* INSTRUCTIONS TO FOLLOW: In the following material, identify every line holding the string "nodes" and return it.
--- DATA FOR THIS EXERCISE Enclosed Below ---
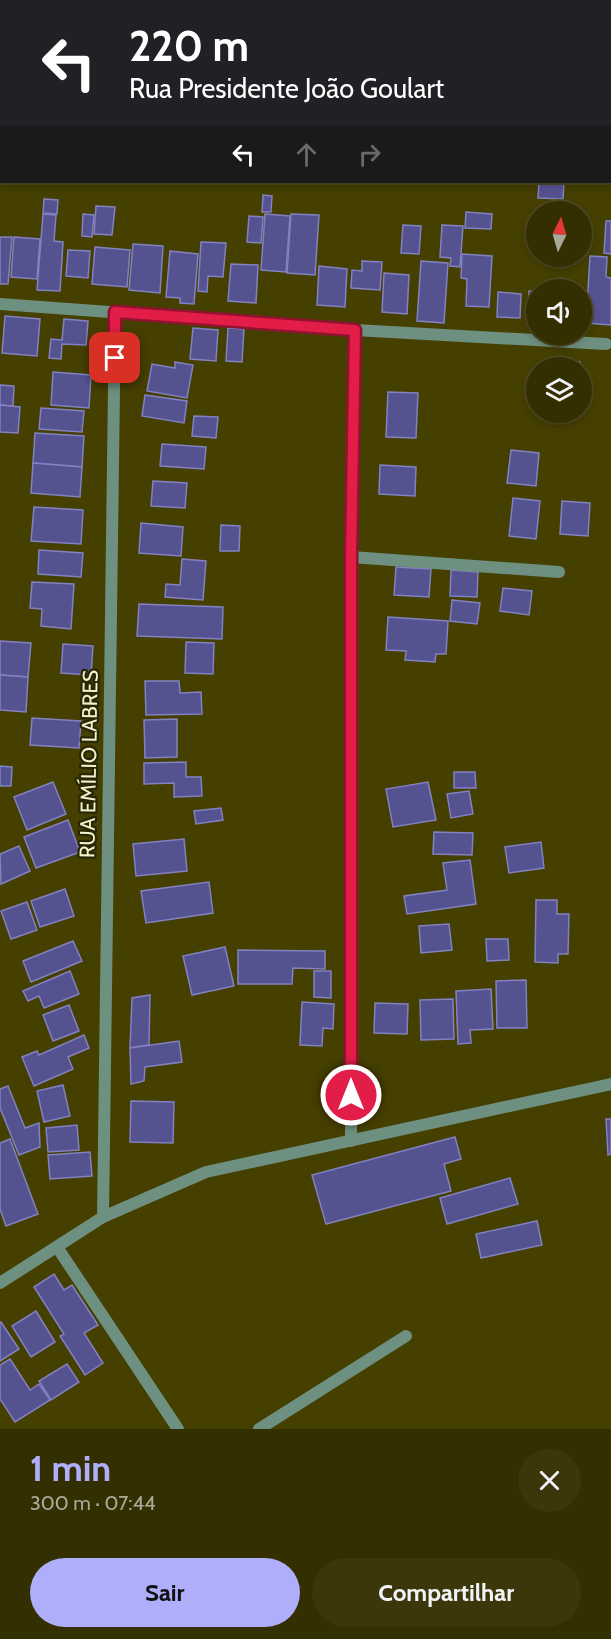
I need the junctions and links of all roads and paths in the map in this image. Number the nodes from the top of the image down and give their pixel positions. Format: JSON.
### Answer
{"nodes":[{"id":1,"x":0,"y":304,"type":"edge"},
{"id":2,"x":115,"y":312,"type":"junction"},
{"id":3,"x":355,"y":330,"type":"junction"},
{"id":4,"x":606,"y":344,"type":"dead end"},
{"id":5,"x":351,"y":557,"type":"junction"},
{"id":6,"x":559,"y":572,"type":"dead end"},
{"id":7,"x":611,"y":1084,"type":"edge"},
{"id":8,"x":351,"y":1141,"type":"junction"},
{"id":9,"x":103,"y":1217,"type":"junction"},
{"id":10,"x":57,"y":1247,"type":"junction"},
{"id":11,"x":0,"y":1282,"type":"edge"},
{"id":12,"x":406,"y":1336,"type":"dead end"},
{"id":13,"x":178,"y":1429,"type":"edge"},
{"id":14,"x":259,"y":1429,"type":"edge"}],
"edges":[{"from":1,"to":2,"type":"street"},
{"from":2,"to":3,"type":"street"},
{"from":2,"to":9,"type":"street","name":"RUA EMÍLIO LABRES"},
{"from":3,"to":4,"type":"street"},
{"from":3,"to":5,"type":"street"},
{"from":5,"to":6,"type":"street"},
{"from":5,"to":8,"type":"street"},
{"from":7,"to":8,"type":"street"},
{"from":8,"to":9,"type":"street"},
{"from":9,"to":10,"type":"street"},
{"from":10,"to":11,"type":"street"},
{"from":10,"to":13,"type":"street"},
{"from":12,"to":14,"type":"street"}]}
--- End of Enclosed DATA FOR THIS EXERCISE ---
* SOLUTION TO THIS PROBLEM:
I need the junctions and links of all roads and paths in the map in this image. Number the nodes from the top of the image down and give their pixel positions. Format: JSON.
{"nodes":[{"id":1,"x":0,"y":304,"type":"edge"},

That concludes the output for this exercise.